**GOAL OF THE EXERCISE:**
Every line below that holds "graph" must be copied.

((

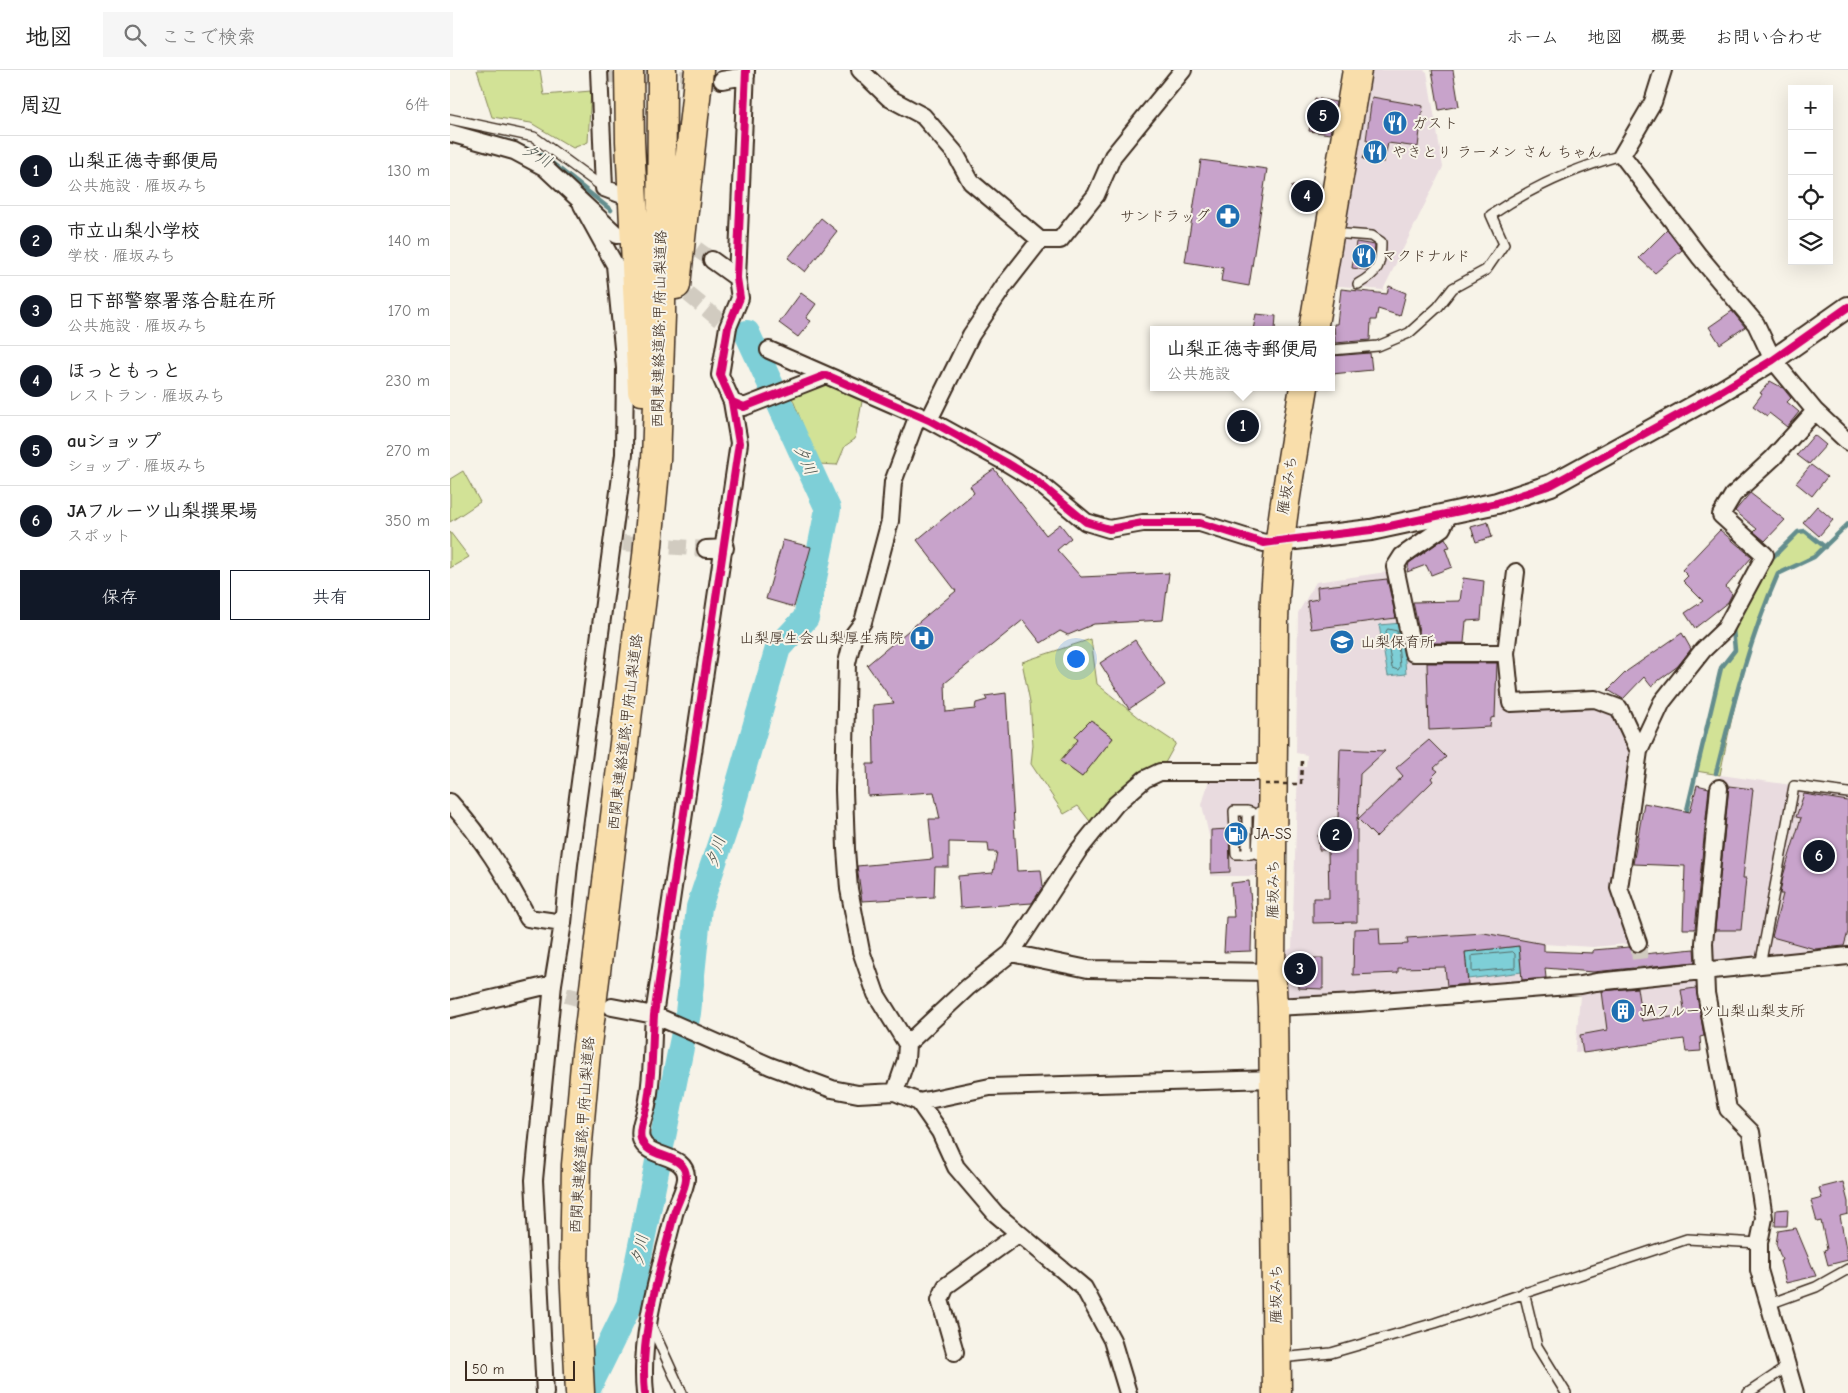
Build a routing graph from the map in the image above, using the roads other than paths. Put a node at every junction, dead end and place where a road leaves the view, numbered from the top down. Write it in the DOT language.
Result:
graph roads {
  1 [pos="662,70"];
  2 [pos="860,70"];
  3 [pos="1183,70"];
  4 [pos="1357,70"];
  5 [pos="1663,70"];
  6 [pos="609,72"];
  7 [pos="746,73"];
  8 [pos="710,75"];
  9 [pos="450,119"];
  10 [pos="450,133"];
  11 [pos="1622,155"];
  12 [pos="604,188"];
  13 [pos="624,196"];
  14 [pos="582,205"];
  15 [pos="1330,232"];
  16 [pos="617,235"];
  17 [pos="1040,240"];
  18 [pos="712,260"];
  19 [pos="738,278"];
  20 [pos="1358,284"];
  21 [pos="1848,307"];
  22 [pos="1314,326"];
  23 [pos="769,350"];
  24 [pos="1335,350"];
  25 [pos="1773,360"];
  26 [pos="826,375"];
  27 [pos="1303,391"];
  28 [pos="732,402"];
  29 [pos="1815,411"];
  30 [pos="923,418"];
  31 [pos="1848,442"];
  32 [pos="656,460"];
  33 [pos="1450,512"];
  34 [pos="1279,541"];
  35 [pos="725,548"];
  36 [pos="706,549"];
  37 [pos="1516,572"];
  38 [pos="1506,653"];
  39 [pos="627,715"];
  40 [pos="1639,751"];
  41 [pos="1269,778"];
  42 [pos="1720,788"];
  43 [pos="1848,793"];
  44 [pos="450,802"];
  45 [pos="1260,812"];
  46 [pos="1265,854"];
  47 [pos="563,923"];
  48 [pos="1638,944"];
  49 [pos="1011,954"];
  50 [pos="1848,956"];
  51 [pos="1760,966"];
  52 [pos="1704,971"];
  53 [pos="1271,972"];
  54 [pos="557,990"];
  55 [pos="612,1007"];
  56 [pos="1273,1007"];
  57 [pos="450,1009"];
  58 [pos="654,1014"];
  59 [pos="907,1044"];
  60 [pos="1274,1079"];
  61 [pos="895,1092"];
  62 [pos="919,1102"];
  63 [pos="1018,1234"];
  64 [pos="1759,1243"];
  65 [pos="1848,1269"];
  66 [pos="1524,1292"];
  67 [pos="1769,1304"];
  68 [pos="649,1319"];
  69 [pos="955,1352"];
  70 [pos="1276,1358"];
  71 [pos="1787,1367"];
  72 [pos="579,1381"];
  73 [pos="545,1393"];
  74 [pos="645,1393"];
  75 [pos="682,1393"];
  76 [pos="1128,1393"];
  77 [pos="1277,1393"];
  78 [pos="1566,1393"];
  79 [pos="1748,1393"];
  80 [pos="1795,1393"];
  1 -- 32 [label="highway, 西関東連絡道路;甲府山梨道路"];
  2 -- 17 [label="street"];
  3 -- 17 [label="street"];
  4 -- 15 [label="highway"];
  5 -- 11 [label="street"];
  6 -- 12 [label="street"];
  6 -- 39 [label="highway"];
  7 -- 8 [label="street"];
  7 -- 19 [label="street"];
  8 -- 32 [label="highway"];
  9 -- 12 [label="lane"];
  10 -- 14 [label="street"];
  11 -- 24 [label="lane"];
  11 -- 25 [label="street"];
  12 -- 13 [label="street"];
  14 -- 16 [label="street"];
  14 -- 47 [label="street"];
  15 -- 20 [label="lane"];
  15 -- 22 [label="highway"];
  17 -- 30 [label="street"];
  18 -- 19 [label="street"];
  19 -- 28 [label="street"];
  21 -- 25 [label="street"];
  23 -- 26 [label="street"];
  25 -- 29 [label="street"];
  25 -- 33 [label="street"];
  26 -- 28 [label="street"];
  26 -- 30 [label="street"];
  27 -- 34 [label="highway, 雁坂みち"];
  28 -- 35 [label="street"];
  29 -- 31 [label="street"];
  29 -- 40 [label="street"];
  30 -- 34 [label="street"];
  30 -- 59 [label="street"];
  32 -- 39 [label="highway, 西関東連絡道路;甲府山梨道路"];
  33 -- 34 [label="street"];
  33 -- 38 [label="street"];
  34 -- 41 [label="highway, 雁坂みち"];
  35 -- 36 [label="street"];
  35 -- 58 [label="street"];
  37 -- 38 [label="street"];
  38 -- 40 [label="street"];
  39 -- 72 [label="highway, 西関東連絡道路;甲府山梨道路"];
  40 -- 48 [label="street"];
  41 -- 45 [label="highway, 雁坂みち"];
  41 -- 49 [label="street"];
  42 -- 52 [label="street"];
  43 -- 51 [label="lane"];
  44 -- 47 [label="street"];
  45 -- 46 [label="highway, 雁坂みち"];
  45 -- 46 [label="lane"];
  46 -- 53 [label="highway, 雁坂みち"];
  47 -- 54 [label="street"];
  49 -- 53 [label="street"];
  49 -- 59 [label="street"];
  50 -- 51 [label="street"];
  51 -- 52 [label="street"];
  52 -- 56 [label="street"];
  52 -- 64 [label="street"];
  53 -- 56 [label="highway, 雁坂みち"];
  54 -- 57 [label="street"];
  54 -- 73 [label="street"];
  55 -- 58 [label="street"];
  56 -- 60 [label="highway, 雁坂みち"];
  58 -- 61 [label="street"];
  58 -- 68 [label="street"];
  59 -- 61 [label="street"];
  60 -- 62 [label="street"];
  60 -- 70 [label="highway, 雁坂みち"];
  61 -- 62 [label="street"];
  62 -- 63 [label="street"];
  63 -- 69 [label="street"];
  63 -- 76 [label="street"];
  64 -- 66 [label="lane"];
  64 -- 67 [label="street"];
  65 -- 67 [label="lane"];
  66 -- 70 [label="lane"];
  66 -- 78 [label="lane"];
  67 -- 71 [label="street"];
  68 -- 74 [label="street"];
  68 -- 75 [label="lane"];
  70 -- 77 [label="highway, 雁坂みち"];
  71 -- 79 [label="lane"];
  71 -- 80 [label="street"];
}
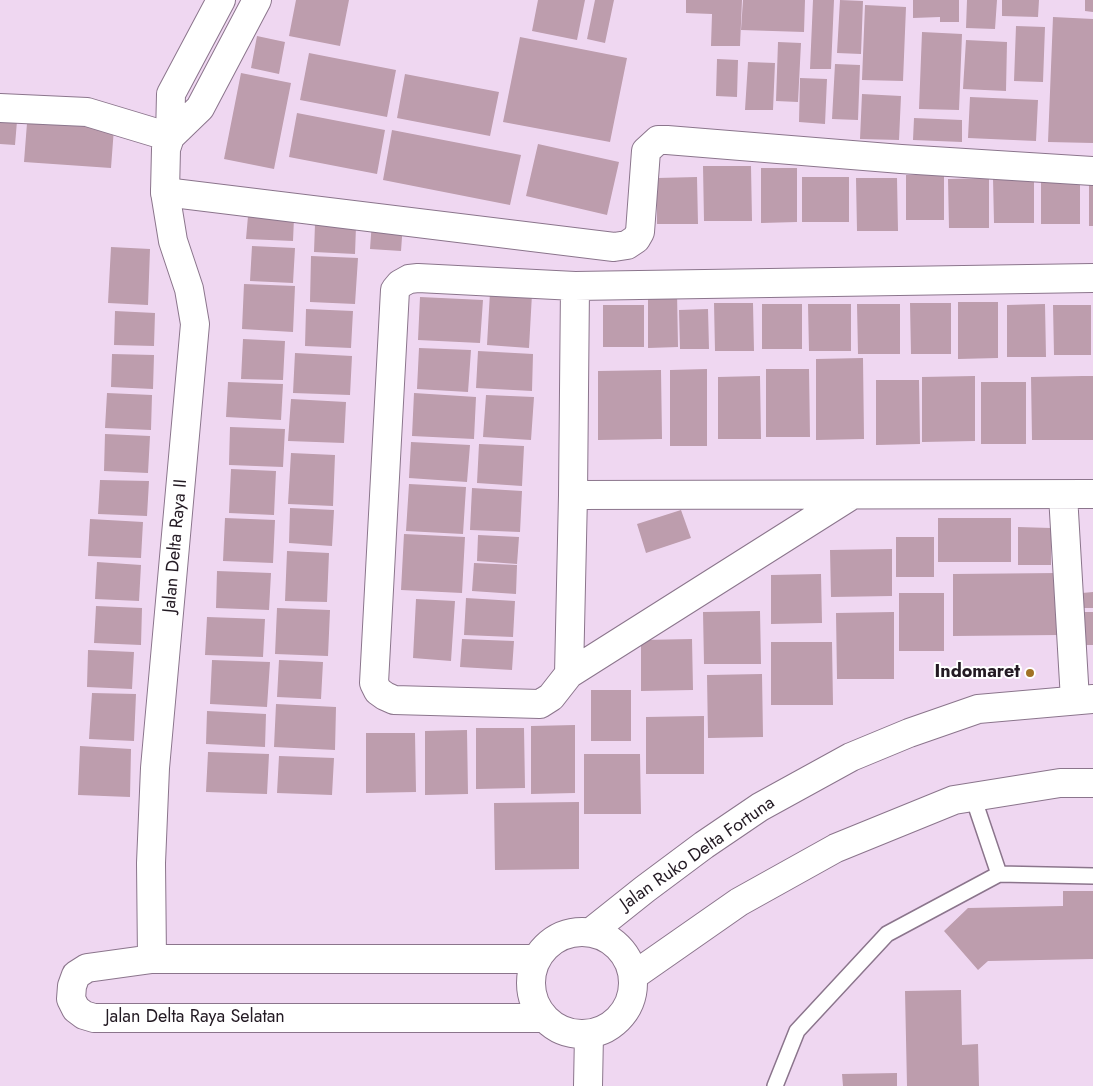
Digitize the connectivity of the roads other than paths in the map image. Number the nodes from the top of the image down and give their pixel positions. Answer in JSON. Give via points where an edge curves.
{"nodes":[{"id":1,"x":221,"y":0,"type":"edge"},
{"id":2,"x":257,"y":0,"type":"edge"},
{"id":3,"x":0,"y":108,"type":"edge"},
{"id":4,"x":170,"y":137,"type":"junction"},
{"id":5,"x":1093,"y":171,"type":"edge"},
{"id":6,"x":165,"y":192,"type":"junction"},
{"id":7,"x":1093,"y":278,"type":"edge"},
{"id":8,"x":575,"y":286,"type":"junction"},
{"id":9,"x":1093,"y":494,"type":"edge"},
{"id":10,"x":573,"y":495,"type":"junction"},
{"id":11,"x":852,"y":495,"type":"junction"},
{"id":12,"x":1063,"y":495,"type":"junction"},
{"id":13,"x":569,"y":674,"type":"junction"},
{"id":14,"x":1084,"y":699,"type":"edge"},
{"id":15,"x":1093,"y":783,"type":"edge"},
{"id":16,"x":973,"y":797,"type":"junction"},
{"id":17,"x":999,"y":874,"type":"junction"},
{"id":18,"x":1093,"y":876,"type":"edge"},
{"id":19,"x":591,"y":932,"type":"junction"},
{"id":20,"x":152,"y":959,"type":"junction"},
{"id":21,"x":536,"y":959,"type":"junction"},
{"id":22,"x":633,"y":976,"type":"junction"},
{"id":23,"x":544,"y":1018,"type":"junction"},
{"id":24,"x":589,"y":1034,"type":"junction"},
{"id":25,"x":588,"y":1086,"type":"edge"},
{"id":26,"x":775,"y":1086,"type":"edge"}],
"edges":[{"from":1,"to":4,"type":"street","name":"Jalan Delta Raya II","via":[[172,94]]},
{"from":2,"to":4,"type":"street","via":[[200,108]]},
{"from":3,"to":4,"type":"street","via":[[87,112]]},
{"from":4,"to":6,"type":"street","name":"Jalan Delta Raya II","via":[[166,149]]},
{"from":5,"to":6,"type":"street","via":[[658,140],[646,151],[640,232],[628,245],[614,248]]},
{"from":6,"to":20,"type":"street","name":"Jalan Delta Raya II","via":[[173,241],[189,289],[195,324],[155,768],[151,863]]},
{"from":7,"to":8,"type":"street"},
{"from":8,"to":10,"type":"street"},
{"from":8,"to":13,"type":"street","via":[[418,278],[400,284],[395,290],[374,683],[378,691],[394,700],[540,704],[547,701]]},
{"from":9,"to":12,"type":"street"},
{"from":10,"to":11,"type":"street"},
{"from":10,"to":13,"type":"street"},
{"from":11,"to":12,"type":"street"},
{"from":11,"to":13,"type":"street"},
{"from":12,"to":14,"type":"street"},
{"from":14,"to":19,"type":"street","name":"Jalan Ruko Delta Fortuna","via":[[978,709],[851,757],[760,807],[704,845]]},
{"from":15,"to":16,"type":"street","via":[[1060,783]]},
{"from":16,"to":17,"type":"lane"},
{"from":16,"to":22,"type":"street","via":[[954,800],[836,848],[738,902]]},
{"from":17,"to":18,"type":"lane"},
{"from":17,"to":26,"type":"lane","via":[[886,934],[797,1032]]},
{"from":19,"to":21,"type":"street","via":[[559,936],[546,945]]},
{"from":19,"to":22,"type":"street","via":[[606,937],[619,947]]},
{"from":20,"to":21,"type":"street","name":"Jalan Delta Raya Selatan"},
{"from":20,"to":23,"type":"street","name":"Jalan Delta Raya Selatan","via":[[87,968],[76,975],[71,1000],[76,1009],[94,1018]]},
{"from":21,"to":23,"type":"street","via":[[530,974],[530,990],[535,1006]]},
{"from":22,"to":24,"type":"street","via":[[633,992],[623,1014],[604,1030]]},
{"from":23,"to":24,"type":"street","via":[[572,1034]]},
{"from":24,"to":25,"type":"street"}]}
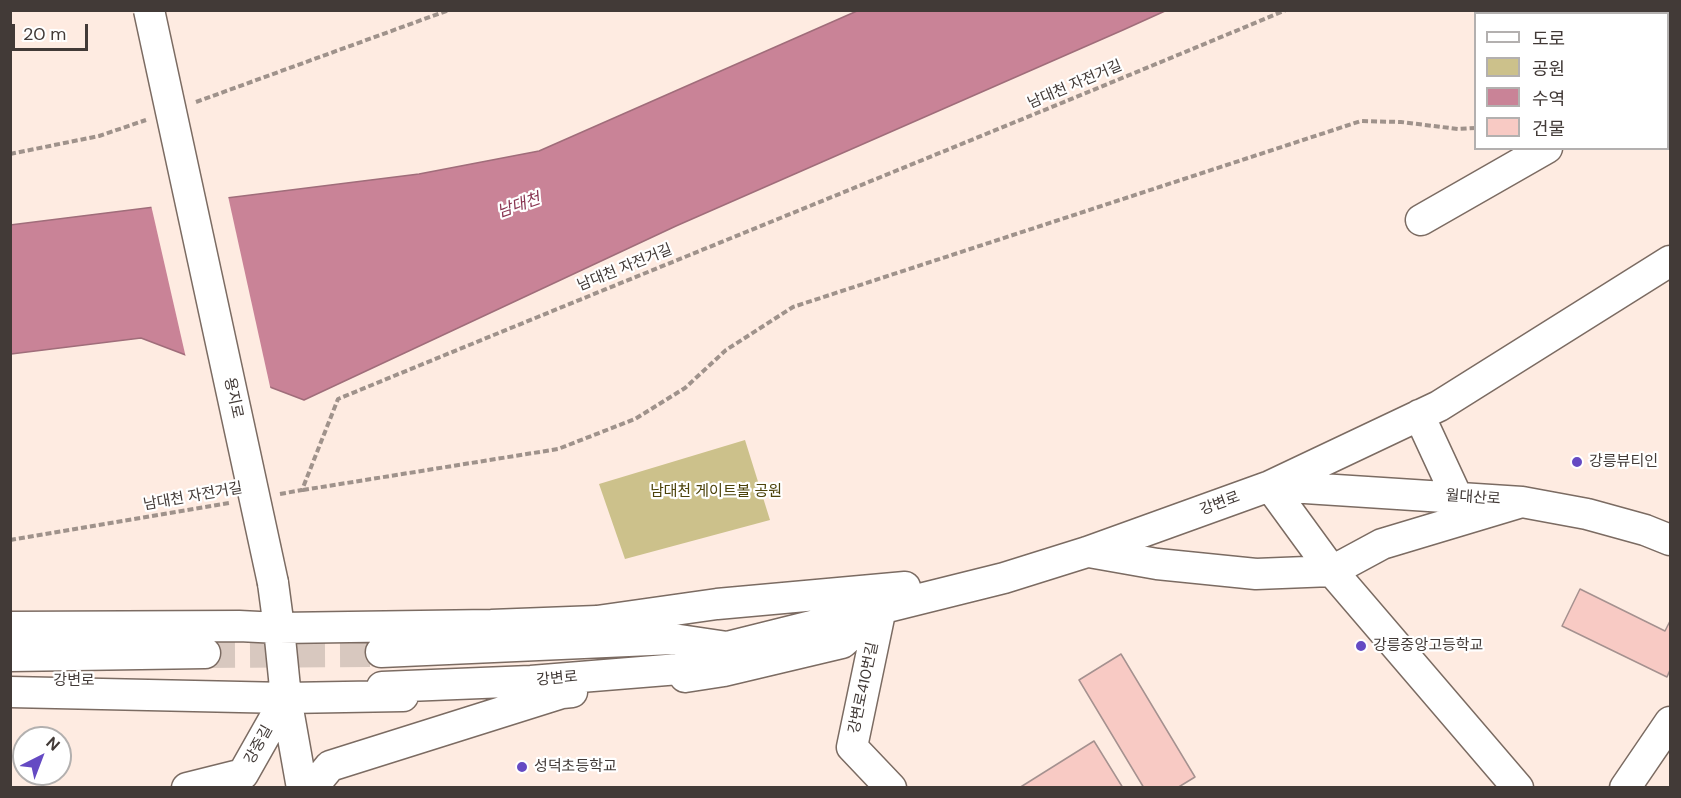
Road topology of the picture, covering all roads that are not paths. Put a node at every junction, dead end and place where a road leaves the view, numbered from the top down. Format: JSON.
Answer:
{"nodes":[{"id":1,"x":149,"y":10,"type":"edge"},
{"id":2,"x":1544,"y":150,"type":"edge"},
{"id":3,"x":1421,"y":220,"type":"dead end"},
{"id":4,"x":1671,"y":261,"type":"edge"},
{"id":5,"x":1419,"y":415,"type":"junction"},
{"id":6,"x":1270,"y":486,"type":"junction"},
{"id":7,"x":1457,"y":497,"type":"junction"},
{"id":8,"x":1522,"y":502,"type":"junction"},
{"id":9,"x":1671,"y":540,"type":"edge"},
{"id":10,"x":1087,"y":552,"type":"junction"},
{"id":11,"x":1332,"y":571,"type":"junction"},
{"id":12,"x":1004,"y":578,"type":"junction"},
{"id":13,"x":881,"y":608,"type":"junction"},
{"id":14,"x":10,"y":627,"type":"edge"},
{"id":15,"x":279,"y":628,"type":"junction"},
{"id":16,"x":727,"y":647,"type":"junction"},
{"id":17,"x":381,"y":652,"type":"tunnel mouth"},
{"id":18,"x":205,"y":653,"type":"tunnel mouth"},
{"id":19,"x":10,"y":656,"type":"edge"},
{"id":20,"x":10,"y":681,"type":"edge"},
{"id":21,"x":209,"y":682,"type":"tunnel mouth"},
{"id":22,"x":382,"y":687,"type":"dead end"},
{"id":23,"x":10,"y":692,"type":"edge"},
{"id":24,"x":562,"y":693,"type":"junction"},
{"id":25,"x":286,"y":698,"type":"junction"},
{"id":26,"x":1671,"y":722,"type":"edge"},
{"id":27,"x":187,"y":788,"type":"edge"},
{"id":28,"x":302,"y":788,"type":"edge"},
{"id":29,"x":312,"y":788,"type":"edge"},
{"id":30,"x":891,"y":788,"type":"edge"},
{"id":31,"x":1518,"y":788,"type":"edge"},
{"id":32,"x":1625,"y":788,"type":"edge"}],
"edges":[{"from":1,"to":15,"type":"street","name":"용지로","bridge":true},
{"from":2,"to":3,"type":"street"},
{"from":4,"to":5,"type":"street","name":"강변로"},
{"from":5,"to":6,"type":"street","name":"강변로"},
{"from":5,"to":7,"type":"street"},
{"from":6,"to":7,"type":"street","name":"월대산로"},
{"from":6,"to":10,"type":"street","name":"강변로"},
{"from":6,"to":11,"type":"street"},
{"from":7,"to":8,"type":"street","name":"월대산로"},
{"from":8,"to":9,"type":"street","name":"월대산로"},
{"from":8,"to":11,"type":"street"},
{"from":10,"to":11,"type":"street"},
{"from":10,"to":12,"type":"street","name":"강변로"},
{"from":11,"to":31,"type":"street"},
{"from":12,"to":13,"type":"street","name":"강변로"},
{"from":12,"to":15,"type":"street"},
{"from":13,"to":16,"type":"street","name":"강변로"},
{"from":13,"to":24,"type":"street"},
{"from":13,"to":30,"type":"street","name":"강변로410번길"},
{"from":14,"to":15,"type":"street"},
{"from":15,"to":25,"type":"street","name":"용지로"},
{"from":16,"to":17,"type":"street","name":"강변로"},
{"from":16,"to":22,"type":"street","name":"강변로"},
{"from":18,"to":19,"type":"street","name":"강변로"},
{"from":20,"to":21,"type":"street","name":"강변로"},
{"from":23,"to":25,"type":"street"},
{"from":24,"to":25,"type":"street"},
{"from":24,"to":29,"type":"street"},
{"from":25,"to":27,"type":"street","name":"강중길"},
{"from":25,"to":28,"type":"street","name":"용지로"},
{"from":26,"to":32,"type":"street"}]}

))

**ANSWER BELOW:**
Build a routing graph from the map in the image above, using the roads other than paths. Put a node at every junction, dead end and place where a road leaves the view, numbered from the top down. Write it in the DOT language.
graph roads {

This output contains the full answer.